(Dataset items)
"""

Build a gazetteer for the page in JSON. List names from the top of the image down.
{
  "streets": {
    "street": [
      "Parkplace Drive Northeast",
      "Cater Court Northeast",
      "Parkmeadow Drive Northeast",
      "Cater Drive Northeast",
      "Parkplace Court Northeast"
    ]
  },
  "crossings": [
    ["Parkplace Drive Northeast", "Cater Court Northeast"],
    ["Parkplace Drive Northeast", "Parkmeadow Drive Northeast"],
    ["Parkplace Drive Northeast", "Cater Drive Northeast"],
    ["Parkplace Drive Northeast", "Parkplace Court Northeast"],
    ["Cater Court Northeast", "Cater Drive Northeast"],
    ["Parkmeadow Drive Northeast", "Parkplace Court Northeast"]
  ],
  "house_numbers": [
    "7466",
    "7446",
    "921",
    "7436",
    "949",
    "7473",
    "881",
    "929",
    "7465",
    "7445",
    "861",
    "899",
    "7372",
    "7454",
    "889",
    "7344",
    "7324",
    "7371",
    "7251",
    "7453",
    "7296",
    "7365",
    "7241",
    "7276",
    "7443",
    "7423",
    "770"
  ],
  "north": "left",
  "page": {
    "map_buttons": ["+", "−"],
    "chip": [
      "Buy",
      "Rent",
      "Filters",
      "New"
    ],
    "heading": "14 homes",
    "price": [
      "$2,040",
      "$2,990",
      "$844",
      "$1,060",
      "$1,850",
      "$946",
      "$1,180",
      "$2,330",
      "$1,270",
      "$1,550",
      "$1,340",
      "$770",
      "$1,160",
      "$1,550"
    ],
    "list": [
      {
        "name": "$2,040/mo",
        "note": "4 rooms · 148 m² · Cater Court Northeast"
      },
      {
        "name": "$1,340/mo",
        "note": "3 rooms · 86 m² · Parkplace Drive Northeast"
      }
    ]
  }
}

"""

What the task asks — Nothing is to be left out; every record above must be repeated exactly.

Answer section —
Build a gazetteer for the page in JSON. List names from the top of the image down.
{
  "streets": {
    "street": [
      "Parkplace Drive Northeast",
      "Cater Court Northeast",
      "Parkmeadow Drive Northeast",
      "Cater Drive Northeast",
      "Parkplace Court Northeast"
    ]
  },
  "crossings": [
    ["Parkplace Drive Northeast", "Cater Court Northeast"],
    ["Parkplace Drive Northeast", "Parkmeadow Drive Northeast"],
    ["Parkplace Drive Northeast", "Cater Drive Northeast"],
    ["Parkplace Drive Northeast", "Parkplace Court Northeast"],
    ["Cater Court Northeast", "Cater Drive Northeast"],
    ["Parkmeadow Drive Northeast", "Parkplace Court Northeast"]
  ],
  "house_numbers": [
    "7466",
    "7446",
    "921",
    "7436",
    "949",
    "7473",
    "881",
    "929",
    "7465",
    "7445",
    "861",
    "899",
    "7372",
    "7454",
    "889",
    "7344",
    "7324",
    "7371",
    "7251",
    "7453",
    "7296",
    "7365",
    "7241",
    "7276",
    "7443",
    "7423",
    "770"
  ],
  "north": "left",
  "page": {
    "map_buttons": ["+", "−"],
    "chip": [
      "Buy",
      "Rent",
      "Filters",
      "New"
    ],
    "heading": "14 homes",
    "price": [
      "$2,040",
      "$2,990",
      "$844",
      "$1,060",
      "$1,850",
      "$946",
      "$1,180",
      "$2,330",
      "$1,270",
      "$1,550",
      "$1,340",
      "$770",
      "$1,160",
      "$1,550"
    ],
    "list": [
      {
        "name": "$2,040/mo",
        "note": "4 rooms · 148 m² · Cater Court Northeast"
      },
      {
        "name": "$1,340/mo",
        "note": "3 rooms · 86 m² · Parkplace Drive Northeast"
      }
    ]
  }
}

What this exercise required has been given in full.